### What you will do
Give every entry again, word for word.

Materials provided START

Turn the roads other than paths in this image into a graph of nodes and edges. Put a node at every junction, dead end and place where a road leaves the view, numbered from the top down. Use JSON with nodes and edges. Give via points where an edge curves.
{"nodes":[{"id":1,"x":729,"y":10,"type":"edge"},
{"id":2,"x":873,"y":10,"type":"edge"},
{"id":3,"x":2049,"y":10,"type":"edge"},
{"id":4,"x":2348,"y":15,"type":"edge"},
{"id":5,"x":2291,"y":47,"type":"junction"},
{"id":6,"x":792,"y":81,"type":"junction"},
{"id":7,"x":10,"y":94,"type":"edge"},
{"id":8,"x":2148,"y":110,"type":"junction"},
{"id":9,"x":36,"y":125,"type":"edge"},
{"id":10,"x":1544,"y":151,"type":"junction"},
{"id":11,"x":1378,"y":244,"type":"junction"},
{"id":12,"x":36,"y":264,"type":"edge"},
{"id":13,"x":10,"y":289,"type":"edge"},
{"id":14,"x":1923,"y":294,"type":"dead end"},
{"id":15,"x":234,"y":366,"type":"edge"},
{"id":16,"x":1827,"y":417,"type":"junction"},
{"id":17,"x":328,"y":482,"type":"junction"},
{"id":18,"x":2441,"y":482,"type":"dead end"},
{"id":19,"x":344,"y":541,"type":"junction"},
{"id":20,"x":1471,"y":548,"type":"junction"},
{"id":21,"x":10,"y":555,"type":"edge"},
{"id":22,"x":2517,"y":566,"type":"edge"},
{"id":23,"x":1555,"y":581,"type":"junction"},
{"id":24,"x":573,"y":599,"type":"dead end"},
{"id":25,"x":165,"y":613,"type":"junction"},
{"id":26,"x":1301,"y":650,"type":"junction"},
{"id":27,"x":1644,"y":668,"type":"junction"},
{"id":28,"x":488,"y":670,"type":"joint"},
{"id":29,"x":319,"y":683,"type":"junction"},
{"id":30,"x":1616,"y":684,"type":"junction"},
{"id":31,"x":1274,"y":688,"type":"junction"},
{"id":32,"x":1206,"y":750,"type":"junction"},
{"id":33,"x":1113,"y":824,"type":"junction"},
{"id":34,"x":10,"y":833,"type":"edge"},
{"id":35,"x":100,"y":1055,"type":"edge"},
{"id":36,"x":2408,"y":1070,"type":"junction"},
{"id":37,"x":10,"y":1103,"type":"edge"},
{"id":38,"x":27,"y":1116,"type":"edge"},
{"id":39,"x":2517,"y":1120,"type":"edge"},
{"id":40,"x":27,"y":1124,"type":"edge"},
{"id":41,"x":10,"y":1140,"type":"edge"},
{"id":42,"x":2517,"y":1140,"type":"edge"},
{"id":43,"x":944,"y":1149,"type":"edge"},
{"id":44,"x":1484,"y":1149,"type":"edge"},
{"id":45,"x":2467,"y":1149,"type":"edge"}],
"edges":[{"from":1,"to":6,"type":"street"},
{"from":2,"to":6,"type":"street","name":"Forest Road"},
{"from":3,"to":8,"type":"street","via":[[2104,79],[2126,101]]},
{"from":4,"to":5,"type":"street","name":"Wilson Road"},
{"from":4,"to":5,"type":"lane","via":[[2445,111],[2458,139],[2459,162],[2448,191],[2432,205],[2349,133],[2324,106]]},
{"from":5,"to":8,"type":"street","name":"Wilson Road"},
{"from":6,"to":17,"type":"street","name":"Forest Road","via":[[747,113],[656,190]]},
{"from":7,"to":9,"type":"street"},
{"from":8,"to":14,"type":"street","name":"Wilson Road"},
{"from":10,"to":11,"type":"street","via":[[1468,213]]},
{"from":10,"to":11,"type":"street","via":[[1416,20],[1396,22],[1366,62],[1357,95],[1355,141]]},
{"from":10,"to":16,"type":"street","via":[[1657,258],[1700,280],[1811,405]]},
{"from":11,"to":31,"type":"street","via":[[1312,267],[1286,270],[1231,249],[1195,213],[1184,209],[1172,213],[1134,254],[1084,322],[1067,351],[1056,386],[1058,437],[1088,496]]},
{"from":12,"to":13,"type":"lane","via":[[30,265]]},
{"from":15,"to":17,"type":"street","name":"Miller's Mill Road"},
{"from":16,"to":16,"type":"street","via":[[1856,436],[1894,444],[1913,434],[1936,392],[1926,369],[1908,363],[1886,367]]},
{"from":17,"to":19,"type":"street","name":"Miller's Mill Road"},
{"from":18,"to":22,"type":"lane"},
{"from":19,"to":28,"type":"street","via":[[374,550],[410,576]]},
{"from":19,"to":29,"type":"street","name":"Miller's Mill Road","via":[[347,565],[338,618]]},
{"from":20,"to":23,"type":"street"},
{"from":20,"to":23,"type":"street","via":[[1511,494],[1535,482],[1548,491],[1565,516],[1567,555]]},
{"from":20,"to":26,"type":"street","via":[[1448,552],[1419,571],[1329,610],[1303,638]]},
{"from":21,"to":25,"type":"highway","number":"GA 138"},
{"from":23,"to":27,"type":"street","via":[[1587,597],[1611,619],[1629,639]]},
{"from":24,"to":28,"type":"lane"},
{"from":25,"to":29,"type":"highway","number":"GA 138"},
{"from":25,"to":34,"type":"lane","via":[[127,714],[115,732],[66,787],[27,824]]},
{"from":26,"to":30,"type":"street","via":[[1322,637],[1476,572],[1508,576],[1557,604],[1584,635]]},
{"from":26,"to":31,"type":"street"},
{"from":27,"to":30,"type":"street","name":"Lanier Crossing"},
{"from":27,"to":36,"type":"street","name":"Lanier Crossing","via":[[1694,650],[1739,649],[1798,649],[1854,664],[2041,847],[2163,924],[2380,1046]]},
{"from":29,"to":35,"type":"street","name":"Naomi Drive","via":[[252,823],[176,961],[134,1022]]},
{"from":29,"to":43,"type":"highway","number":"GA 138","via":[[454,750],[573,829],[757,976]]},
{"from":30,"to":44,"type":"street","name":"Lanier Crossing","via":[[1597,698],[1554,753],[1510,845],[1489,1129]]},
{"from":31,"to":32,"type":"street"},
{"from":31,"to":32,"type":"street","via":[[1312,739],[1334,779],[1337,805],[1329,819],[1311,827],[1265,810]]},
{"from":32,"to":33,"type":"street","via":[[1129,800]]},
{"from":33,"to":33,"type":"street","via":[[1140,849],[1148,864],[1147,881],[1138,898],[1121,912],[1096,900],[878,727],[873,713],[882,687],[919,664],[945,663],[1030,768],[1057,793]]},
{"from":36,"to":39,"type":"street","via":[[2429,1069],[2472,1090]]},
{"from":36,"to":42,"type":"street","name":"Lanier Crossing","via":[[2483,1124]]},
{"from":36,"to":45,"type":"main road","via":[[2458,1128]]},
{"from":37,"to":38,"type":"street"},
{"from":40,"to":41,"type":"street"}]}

Materials provided END

### Answer to the problem
Turn the roads other than paths in this image into a graph of nodes and edges. Put a node at every junction, dead end and place where a road leaves the view, numbered from the top down. Use JSON with nodes and edges. Give via points where an edge curves.
{"nodes":[{"id":1,"x":729,"y":10,"type":"edge"},
{"id":2,"x":873,"y":10,"type":"edge"},
{"id":3,"x":2049,"y":10,"type":"edge"},
{"id":4,"x":2348,"y":15,"type":"edge"},
{"id":5,"x":2291,"y":47,"type":"junction"},
{"id":6,"x":792,"y":81,"type":"junction"},
{"id":7,"x":10,"y":94,"type":"edge"},
{"id":8,"x":2148,"y":110,"type":"junction"},
{"id":9,"x":36,"y":125,"type":"edge"},
{"id":10,"x":1544,"y":151,"type":"junction"},
{"id":11,"x":1378,"y":244,"type":"junction"},
{"id":12,"x":36,"y":264,"type":"edge"},
{"id":13,"x":10,"y":289,"type":"edge"},
{"id":14,"x":1923,"y":294,"type":"dead end"},
{"id":15,"x":234,"y":366,"type":"edge"},
{"id":16,"x":1827,"y":417,"type":"junction"},
{"id":17,"x":328,"y":482,"type":"junction"},
{"id":18,"x":2441,"y":482,"type":"dead end"},
{"id":19,"x":344,"y":541,"type":"junction"},
{"id":20,"x":1471,"y":548,"type":"junction"},
{"id":21,"x":10,"y":555,"type":"edge"},
{"id":22,"x":2517,"y":566,"type":"edge"},
{"id":23,"x":1555,"y":581,"type":"junction"},
{"id":24,"x":573,"y":599,"type":"dead end"},
{"id":25,"x":165,"y":613,"type":"junction"},
{"id":26,"x":1301,"y":650,"type":"junction"},
{"id":27,"x":1644,"y":668,"type":"junction"},
{"id":28,"x":488,"y":670,"type":"joint"},
{"id":29,"x":319,"y":683,"type":"junction"},
{"id":30,"x":1616,"y":684,"type":"junction"},
{"id":31,"x":1274,"y":688,"type":"junction"},
{"id":32,"x":1206,"y":750,"type":"junction"},
{"id":33,"x":1113,"y":824,"type":"junction"},
{"id":34,"x":10,"y":833,"type":"edge"},
{"id":35,"x":100,"y":1055,"type":"edge"},
{"id":36,"x":2408,"y":1070,"type":"junction"},
{"id":37,"x":10,"y":1103,"type":"edge"},
{"id":38,"x":27,"y":1116,"type":"edge"},
{"id":39,"x":2517,"y":1120,"type":"edge"},
{"id":40,"x":27,"y":1124,"type":"edge"},
{"id":41,"x":10,"y":1140,"type":"edge"},
{"id":42,"x":2517,"y":1140,"type":"edge"},
{"id":43,"x":944,"y":1149,"type":"edge"},
{"id":44,"x":1484,"y":1149,"type":"edge"},
{"id":45,"x":2467,"y":1149,"type":"edge"}],
"edges":[{"from":1,"to":6,"type":"street"},
{"from":2,"to":6,"type":"street","name":"Forest Road"},
{"from":3,"to":8,"type":"street","via":[[2104,79],[2126,101]]},
{"from":4,"to":5,"type":"street","name":"Wilson Road"},
{"from":4,"to":5,"type":"lane","via":[[2445,111],[2458,139],[2459,162],[2448,191],[2432,205],[2349,133],[2324,106]]},
{"from":5,"to":8,"type":"street","name":"Wilson Road"},
{"from":6,"to":17,"type":"street","name":"Forest Road","via":[[747,113],[656,190]]},
{"from":7,"to":9,"type":"street"},
{"from":8,"to":14,"type":"street","name":"Wilson Road"},
{"from":10,"to":11,"type":"street","via":[[1468,213]]},
{"from":10,"to":11,"type":"street","via":[[1416,20],[1396,22],[1366,62],[1357,95],[1355,141]]},
{"from":10,"to":16,"type":"street","via":[[1657,258],[1700,280],[1811,405]]},
{"from":11,"to":31,"type":"street","via":[[1312,267],[1286,270],[1231,249],[1195,213],[1184,209],[1172,213],[1134,254],[1084,322],[1067,351],[1056,386],[1058,437],[1088,496]]},
{"from":12,"to":13,"type":"lane","via":[[30,265]]},
{"from":15,"to":17,"type":"street","name":"Miller's Mill Road"},
{"from":16,"to":16,"type":"street","via":[[1856,436],[1894,444],[1913,434],[1936,392],[1926,369],[1908,363],[1886,367]]},
{"from":17,"to":19,"type":"street","name":"Miller's Mill Road"},
{"from":18,"to":22,"type":"lane"},
{"from":19,"to":28,"type":"street","via":[[374,550],[410,576]]},
{"from":19,"to":29,"type":"street","name":"Miller's Mill Road","via":[[347,565],[338,618]]},
{"from":20,"to":23,"type":"street"},
{"from":20,"to":23,"type":"street","via":[[1511,494],[1535,482],[1548,491],[1565,516],[1567,555]]},
{"from":20,"to":26,"type":"street","via":[[1448,552],[1419,571],[1329,610],[1303,638]]},
{"from":21,"to":25,"type":"highway","number":"GA 138"},
{"from":23,"to":27,"type":"street","via":[[1587,597],[1611,619],[1629,639]]},
{"from":24,"to":28,"type":"lane"},
{"from":25,"to":29,"type":"highway","number":"GA 138"},
{"from":25,"to":34,"type":"lane","via":[[127,714],[115,732],[66,787],[27,824]]},
{"from":26,"to":30,"type":"street","via":[[1322,637],[1476,572],[1508,576],[1557,604],[1584,635]]},
{"from":26,"to":31,"type":"street"},
{"from":27,"to":30,"type":"street","name":"Lanier Crossing"},
{"from":27,"to":36,"type":"street","name":"Lanier Crossing","via":[[1694,650],[1739,649],[1798,649],[1854,664],[2041,847],[2163,924],[2380,1046]]},
{"from":29,"to":35,"type":"street","name":"Naomi Drive","via":[[252,823],[176,961],[134,1022]]},
{"from":29,"to":43,"type":"highway","number":"GA 138","via":[[454,750],[573,829],[757,976]]},
{"from":30,"to":44,"type":"street","name":"Lanier Crossing","via":[[1597,698],[1554,753],[1510,845],[1489,1129]]},
{"from":31,"to":32,"type":"street"},
{"from":31,"to":32,"type":"street","via":[[1312,739],[1334,779],[1337,805],[1329,819],[1311,827],[1265,810]]},
{"from":32,"to":33,"type":"street","via":[[1129,800]]},
{"from":33,"to":33,"type":"street","via":[[1140,849],[1148,864],[1147,881],[1138,898],[1121,912],[1096,900],[878,727],[873,713],[882,687],[919,664],[945,663],[1030,768],[1057,793]]},
{"from":36,"to":39,"type":"street","via":[[2429,1069],[2472,1090]]},
{"from":36,"to":42,"type":"street","name":"Lanier Crossing","via":[[2483,1124]]},
{"from":36,"to":45,"type":"main road","via":[[2458,1128]]},
{"from":37,"to":38,"type":"street"},
{"from":40,"to":41,"type":"street"}]}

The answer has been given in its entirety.